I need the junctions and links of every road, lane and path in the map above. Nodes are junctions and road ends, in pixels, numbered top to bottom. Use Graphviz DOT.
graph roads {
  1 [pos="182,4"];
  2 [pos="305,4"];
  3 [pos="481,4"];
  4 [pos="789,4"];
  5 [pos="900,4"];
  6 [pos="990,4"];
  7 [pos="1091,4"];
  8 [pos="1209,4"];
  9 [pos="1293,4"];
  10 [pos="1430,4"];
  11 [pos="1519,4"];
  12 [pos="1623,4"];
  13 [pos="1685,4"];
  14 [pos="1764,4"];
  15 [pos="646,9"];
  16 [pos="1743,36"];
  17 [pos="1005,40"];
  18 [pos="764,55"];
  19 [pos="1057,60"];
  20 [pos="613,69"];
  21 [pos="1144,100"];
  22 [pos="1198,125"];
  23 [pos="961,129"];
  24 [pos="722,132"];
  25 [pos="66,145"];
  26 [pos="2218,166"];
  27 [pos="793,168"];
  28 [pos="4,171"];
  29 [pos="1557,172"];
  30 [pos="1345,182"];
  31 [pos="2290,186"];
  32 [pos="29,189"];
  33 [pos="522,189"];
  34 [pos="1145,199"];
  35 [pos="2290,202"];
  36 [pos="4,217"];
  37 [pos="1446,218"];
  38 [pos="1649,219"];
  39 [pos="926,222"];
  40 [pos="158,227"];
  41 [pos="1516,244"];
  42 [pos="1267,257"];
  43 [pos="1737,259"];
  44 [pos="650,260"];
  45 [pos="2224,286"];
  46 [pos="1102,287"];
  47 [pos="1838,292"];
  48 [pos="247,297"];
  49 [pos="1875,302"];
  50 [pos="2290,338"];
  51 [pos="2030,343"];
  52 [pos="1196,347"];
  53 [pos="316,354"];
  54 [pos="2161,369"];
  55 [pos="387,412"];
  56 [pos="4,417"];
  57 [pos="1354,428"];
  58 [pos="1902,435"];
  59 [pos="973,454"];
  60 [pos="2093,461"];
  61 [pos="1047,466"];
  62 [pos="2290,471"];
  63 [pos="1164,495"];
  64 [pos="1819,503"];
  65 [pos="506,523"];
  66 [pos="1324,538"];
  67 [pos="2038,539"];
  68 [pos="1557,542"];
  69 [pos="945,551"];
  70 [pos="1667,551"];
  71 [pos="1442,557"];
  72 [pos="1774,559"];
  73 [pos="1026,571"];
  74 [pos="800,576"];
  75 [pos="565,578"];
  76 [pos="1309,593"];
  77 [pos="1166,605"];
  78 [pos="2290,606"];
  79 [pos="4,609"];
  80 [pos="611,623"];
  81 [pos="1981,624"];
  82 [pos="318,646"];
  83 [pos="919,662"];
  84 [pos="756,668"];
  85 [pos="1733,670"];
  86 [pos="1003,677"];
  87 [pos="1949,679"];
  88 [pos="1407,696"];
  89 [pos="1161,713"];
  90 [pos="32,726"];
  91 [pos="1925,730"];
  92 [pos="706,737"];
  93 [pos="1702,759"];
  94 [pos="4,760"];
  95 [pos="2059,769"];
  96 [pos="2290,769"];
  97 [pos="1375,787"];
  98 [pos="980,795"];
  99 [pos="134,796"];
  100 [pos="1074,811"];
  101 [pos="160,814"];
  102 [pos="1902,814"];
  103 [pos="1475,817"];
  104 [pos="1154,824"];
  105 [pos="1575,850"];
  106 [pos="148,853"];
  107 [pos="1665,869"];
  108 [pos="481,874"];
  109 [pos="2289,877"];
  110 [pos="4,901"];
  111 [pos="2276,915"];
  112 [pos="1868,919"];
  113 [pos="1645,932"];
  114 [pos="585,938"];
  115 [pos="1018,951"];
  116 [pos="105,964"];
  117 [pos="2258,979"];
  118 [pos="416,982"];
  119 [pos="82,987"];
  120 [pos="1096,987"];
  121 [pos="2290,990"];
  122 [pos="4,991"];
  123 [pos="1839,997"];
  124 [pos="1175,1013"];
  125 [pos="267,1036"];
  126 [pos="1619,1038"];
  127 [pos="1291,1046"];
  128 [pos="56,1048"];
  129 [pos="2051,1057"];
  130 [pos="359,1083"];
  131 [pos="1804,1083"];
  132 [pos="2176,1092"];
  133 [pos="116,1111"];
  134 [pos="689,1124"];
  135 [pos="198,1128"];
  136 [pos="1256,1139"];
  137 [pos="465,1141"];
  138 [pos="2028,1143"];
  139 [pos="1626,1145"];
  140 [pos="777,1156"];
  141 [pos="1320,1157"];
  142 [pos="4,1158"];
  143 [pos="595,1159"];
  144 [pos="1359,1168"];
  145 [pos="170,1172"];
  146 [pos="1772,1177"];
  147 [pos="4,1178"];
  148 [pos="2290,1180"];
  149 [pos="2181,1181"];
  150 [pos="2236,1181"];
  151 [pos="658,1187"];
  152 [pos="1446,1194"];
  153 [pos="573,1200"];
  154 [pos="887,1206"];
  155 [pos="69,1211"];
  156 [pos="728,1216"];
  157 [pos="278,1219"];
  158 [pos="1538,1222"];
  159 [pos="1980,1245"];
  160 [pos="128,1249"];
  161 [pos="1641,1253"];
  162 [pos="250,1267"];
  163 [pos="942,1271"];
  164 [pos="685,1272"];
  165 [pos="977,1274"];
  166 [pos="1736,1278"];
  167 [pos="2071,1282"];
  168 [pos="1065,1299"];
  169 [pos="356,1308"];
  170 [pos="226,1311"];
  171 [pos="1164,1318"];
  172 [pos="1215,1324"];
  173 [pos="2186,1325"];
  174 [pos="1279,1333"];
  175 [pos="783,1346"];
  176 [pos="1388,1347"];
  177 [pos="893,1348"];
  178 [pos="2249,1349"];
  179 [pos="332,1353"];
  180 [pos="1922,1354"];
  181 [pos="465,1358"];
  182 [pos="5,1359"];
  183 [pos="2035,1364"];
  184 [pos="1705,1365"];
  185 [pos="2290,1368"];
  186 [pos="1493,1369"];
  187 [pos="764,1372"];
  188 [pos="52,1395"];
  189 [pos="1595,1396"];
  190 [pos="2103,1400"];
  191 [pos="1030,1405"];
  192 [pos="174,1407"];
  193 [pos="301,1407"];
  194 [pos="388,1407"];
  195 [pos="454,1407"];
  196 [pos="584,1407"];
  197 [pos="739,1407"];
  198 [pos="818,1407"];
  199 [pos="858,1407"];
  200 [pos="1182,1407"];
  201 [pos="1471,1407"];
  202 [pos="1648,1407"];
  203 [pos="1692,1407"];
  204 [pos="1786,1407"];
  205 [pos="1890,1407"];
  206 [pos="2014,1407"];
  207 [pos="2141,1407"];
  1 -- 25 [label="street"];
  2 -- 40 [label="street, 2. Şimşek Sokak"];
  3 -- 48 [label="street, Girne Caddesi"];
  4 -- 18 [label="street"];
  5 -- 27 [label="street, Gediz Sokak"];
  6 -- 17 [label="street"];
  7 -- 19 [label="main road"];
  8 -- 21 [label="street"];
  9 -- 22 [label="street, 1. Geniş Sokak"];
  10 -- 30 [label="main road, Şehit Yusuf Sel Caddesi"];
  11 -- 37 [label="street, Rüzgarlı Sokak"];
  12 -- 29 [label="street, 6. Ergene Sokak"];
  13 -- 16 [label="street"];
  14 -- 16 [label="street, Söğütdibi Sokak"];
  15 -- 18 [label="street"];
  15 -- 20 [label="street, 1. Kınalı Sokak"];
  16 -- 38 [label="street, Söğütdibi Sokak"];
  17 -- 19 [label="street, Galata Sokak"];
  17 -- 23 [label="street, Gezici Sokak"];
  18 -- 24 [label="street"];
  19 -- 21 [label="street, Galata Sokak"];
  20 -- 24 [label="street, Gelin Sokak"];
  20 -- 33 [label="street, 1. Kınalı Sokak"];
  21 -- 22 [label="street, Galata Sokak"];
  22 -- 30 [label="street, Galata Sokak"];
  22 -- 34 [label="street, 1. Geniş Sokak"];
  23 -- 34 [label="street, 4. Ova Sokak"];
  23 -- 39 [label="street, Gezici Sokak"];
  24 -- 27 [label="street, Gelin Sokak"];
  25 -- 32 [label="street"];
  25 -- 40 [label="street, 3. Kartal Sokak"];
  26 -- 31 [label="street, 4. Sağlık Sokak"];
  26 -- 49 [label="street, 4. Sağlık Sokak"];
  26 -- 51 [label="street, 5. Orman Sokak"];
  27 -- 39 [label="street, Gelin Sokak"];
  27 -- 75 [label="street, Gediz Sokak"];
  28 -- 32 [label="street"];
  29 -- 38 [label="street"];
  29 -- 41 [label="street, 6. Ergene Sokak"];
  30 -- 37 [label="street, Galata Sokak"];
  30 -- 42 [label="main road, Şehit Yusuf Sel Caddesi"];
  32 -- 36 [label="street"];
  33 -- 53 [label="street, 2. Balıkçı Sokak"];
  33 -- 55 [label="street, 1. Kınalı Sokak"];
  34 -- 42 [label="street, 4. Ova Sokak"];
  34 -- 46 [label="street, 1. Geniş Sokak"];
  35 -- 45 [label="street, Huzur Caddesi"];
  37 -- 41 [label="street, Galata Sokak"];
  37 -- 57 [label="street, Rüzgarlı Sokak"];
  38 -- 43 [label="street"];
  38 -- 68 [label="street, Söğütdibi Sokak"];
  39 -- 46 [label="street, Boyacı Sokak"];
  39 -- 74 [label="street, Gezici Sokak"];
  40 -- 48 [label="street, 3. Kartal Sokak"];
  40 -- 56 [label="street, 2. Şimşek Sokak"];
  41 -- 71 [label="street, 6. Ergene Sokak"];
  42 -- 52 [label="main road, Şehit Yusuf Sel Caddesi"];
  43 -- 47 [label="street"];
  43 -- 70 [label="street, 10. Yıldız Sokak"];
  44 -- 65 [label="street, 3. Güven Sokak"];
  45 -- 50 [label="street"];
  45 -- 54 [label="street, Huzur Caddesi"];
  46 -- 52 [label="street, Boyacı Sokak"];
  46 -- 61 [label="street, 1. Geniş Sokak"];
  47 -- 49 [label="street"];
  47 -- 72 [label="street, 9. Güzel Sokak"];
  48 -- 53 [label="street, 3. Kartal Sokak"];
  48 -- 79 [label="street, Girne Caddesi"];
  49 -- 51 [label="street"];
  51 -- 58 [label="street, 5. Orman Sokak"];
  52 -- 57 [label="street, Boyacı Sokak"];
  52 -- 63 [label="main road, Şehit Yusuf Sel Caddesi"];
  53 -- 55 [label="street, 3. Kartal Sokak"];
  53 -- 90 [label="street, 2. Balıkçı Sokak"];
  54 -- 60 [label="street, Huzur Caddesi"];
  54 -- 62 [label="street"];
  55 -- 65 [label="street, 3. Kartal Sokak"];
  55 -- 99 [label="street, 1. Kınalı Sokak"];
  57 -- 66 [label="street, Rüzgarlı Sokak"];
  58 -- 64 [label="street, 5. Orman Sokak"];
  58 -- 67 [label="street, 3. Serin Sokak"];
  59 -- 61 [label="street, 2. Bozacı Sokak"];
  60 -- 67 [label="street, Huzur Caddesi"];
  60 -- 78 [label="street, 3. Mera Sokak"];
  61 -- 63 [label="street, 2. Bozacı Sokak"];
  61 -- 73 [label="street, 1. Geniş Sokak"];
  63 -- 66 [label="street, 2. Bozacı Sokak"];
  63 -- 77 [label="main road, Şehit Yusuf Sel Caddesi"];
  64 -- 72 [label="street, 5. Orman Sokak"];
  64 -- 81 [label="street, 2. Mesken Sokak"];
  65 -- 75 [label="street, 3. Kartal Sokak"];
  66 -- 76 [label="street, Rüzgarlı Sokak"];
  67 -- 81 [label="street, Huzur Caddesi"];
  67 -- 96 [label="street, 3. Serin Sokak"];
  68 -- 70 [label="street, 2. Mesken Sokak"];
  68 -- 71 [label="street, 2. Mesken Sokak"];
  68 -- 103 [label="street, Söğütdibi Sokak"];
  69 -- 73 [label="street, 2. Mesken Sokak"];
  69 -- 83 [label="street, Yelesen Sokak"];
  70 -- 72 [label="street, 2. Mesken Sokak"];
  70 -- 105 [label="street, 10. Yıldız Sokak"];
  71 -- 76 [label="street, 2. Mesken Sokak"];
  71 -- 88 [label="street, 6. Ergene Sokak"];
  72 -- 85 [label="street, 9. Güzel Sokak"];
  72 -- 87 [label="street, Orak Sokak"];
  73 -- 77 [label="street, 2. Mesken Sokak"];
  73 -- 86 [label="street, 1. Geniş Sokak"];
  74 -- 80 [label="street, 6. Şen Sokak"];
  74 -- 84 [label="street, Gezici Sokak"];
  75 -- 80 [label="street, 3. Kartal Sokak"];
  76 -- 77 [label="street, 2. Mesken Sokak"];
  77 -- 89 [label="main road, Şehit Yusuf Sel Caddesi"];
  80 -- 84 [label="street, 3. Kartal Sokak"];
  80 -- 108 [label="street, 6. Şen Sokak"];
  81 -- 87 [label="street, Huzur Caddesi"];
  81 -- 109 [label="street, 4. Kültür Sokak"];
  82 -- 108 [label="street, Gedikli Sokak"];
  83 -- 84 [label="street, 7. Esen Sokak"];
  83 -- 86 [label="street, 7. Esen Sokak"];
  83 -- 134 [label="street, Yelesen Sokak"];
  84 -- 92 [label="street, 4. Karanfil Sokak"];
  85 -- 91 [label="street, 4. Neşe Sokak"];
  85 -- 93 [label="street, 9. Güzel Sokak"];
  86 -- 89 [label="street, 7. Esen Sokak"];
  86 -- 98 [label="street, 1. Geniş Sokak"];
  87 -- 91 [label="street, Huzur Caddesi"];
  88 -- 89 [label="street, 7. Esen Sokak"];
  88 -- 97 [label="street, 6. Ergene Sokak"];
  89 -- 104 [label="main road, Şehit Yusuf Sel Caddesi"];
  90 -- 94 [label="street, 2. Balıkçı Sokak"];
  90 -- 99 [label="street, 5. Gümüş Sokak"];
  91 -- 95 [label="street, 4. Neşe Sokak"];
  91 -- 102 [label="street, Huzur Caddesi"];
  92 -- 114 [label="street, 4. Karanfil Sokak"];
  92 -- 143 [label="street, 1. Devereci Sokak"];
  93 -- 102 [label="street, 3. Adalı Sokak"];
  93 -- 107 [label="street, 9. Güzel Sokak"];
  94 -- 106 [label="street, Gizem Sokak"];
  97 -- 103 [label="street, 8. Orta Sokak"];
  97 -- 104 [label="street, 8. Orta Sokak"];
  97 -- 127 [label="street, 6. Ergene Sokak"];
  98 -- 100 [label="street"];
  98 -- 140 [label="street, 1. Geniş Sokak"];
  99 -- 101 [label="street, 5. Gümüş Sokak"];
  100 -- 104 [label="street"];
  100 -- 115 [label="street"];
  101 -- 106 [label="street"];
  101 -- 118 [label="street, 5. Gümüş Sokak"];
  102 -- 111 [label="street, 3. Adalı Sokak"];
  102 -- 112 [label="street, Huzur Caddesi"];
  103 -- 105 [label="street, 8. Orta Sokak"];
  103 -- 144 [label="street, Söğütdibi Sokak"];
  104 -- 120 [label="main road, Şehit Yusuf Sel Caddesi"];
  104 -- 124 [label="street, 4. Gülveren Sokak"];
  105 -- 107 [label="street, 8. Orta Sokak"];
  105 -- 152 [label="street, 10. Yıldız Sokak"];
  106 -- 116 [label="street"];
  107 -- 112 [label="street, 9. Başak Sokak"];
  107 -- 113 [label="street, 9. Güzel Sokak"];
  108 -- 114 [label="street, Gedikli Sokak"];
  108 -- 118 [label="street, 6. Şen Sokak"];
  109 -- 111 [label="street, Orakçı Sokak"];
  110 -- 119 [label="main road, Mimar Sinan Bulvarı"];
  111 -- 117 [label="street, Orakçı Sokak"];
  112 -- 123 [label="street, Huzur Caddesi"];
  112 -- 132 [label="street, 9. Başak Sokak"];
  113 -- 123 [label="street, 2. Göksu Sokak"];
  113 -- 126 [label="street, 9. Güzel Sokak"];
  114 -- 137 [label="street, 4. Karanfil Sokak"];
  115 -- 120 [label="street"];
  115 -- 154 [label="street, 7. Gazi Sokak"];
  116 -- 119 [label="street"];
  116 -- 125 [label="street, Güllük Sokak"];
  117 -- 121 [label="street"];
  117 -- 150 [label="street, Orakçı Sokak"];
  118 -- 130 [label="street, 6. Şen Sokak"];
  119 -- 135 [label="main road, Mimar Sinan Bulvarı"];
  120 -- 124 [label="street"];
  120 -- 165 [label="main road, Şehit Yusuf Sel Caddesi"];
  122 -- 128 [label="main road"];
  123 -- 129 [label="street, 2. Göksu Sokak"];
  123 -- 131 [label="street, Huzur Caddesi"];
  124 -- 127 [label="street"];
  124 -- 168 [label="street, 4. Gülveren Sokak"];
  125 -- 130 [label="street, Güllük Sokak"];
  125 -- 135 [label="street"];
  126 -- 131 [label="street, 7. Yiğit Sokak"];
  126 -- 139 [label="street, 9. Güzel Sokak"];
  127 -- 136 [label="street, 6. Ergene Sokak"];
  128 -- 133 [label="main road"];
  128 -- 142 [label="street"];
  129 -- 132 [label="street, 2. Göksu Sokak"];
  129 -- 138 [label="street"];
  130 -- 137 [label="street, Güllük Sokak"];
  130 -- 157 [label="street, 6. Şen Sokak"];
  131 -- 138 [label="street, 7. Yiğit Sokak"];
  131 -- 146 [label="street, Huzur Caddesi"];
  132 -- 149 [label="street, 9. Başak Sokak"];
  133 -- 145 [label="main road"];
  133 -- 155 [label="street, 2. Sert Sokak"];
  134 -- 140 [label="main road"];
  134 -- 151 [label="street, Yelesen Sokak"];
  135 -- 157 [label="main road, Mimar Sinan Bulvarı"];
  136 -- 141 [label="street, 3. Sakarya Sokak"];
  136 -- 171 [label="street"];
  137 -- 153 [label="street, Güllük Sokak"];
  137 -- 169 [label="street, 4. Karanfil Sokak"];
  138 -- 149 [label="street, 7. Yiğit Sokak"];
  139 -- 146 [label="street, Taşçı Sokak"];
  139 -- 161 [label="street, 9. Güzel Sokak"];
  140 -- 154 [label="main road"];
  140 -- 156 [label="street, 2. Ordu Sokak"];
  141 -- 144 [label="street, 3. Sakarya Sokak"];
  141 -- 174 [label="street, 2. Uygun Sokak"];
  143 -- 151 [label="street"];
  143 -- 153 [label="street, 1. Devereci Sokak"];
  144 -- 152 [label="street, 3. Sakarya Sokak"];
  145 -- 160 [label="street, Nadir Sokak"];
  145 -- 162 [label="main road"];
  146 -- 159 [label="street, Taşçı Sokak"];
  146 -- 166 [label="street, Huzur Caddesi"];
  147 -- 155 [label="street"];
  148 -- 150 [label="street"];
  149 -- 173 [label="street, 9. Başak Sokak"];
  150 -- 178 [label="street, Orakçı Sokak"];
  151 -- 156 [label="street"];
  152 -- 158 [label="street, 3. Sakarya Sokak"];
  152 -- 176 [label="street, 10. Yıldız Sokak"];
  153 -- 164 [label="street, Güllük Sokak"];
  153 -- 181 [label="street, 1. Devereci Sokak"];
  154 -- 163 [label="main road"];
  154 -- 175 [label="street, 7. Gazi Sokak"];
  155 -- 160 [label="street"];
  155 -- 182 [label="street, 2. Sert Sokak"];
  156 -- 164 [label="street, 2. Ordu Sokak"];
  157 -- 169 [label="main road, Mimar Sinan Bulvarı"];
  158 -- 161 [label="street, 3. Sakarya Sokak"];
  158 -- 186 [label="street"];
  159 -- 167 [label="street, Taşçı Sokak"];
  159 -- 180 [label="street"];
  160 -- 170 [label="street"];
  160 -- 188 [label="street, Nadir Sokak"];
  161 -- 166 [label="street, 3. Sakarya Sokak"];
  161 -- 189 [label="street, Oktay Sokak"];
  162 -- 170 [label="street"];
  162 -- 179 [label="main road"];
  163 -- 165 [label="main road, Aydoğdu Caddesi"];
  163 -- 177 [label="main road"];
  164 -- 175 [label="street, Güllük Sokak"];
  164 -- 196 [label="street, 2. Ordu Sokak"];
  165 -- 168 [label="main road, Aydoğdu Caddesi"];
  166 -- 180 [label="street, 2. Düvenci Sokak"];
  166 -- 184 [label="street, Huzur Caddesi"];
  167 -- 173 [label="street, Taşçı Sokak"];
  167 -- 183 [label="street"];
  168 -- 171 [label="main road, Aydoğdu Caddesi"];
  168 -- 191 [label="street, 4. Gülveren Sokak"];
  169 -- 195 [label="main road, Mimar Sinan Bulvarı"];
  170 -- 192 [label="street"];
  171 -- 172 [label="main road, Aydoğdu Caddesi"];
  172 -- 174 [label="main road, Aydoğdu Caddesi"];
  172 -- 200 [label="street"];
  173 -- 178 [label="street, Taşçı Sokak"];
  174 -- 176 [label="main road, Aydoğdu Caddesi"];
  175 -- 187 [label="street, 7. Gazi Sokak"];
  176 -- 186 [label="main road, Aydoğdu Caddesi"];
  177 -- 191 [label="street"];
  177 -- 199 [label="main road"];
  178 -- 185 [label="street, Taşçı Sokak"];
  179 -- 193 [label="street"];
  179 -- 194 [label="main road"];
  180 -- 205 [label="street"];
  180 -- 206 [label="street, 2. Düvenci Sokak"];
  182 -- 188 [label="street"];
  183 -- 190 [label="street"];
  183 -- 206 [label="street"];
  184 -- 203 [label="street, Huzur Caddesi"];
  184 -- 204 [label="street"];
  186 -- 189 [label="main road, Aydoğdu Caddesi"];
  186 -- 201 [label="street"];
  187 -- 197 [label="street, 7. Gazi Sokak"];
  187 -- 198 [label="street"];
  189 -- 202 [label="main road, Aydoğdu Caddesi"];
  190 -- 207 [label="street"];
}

============

**What to do:** Where a line of the records above holds the word "Aydoğdu", copy that line.

**Final answer:**
  163 -- 165 [label="main road, Aydoğdu Caddesi"];
  165 -- 168 [label="main road, Aydoğdu Caddesi"];
  168 -- 171 [label="main road, Aydoğdu Caddesi"];
  171 -- 172 [label="main road, Aydoğdu Caddesi"];
  172 -- 174 [label="main road, Aydoğdu Caddesi"];
  174 -- 176 [label="main road, Aydoğdu Caddesi"];
  176 -- 186 [label="main road, Aydoğdu Caddesi"];
  186 -- 189 [label="main road, Aydoğdu Caddesi"];
  189 -- 202 [label="main road, Aydoğdu Caddesi"];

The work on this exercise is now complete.